Ce lundi à Tunis, en marge de la Conférence régionale sur la promotion de l’emploi des jeunes en Afrique du Nord, l’Organisation de coopération et de développement économiques (OCDE) et la Banque africaine pour le développement (BAD) ont révélé que le taux de chômage des 15-24 ans de la région est passé à 41% en 2012. L’OCDE et la BAD expliquent que cette donnée inquiétante est due à la croissance économique faible de ces dix dernières années. En effet, alors que le nombre de diplômés a augmenté, les économies nord-africaines sont restées centrées sur des secteurs où les qualifications ne sont d’aucune utilité. Or, cette forte scolarisation des jeunes devrait être une aubaine. Selon Mthuli Ncube, économiste en chef de la BAD : « C’est une opportunité unique pour le développement économique et social de la région, à condition que l’on tire partie de ces talents, ce réservoir de capital humain en pleine croissance, et qu’on l’oriente vers les secteurs productifs de l’économie. »

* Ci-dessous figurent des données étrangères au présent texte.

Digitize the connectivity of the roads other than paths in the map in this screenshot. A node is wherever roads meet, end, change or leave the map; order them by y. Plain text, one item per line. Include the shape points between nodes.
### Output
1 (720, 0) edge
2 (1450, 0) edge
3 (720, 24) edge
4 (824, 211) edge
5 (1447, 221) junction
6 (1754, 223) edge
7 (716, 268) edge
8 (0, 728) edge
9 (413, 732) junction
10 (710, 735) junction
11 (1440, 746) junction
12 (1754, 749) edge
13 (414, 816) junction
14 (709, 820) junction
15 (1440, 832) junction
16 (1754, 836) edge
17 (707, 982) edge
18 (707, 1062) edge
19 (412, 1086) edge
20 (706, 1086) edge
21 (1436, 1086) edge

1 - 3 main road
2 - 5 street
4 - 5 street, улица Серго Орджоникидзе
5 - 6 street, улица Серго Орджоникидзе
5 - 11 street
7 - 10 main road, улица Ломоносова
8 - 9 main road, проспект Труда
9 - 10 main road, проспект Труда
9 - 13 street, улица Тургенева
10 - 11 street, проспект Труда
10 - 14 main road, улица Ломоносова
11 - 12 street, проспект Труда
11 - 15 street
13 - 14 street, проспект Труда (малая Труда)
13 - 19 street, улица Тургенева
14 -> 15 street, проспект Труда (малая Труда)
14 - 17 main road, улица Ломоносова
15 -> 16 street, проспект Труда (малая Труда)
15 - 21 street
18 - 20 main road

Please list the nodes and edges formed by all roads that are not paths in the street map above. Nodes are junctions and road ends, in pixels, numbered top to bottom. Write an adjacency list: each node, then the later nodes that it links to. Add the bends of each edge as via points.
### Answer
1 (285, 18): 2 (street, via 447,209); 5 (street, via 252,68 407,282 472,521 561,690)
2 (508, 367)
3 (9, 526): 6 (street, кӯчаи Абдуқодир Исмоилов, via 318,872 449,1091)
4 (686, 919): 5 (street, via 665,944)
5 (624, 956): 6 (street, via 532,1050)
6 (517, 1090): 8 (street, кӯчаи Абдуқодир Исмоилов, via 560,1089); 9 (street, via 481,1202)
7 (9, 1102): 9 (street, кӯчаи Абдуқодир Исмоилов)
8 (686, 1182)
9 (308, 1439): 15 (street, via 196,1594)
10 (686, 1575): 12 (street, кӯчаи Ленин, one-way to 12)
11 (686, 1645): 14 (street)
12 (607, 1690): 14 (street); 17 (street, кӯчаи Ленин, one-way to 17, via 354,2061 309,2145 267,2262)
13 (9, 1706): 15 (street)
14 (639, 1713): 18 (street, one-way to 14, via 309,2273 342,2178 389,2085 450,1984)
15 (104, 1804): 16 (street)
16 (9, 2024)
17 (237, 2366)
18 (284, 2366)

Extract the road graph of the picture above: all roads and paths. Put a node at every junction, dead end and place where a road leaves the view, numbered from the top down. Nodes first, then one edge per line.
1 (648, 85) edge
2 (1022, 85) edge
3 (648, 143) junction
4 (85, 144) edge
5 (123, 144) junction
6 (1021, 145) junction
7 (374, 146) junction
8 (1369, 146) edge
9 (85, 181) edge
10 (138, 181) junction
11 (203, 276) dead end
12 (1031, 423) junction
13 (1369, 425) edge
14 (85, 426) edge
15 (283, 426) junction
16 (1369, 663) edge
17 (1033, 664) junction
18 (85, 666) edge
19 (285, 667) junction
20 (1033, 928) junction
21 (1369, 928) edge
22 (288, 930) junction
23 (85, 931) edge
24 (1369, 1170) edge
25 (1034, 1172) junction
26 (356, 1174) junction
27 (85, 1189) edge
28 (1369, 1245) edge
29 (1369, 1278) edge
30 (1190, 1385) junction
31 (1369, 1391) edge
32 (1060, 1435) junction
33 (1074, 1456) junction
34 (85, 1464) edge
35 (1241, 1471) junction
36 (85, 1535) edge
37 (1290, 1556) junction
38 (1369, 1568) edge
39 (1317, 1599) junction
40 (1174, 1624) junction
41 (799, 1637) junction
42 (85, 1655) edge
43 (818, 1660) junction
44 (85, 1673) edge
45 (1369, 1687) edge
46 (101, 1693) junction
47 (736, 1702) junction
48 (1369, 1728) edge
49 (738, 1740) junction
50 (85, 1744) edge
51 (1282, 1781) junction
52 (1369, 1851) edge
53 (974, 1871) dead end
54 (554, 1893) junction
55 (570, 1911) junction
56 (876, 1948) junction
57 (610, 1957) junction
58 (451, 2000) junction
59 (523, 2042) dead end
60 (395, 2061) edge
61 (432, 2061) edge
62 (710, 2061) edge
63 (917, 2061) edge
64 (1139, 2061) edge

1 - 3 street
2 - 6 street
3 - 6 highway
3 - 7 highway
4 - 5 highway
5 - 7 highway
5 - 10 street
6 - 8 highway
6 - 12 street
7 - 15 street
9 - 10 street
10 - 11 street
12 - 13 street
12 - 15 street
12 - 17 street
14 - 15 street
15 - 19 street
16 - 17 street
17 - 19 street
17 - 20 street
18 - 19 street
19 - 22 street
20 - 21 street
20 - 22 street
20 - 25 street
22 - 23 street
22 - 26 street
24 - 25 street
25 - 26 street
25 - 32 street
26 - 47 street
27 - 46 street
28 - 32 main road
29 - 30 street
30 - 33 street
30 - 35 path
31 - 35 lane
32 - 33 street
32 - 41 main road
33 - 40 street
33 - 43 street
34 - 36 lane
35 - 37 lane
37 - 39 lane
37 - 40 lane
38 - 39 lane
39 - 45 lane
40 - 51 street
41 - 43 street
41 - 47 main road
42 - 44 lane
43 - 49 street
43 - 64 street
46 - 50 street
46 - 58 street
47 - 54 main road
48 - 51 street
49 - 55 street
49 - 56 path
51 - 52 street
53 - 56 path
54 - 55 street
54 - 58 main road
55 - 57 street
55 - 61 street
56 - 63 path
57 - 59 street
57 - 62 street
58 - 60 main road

En réponse à cette situation inquiétante, l’OCDE et la BAD suggèrent l’adoption de stratégies de croissance afin de créer davantage d’emplois qualifiés. Sans surprise, les deux organismes appellent également à désengorger le secteur public et à privilégier le développement du secteur privé, à travers les petites et moyennes entreprises. Dans des pays où instinctivement les jeunes privilégient le travail dans la fonction publique, gage à leurs yeux de stabilité et de protection sociale.

Le chômage, un facteur de révolte

Marchand ambulant de condition précaire, Bouazizi présentait le profil type des protestataires du « Printemps arabe ». Une masse composée de millions de jeunes et de moins jeunes appartenant soit au secteur informel soit au groupe des chômeurs formels. Des individus avec trop de qualifications pour le travail qu’ils font ou sans qualification et vivant dans la misère. La révolte arabe, déclenchée par la protestation qui éclata dans la ville tunisienne de Sidi Bouzid après l’immolation du jeune Mohamed Bouazizi, le 17 décembre 2010, confirme largement cette idée : le chômage et la désillusion des jeunes favorisent la rébellion. Voir la vidéo ci-dessous :

Face au vent des révoltes et des révolutions qu’a traversé l’Afrique du Nord, les gouvernements cherchent à stimuler et à diversifier l’économie afin d’occuper cette jeunesse désespérée.

Le mardi 3 juillet, au Conseil économique et social des Nations unies, le ministre marocain de l’Emploi et de la formation professionnelle, Abdelouahed Souhail déclarait : « En tant qu’autorités publiques, nous avons l’obligation de redoubler d’efforts pour trouver du travail à nos jeunes. » Chiffres à l’appui, M. Souhail a fait observer que 81% des chômeurs sont des jeunes en Afrique du Nord. L’Association marocaine des Droits de l’Homme (Amdh) estime quant à elle, que 26,8% dES universitaires et deS diplômés d’études supérieures sont au chômage au Maroc, le taux le plus élevé du Maghreb. Après le Printemps arabe, les gouvernements semblent donc, au moins dans les discours, décidés à écouter la détresse de leur jeunesse.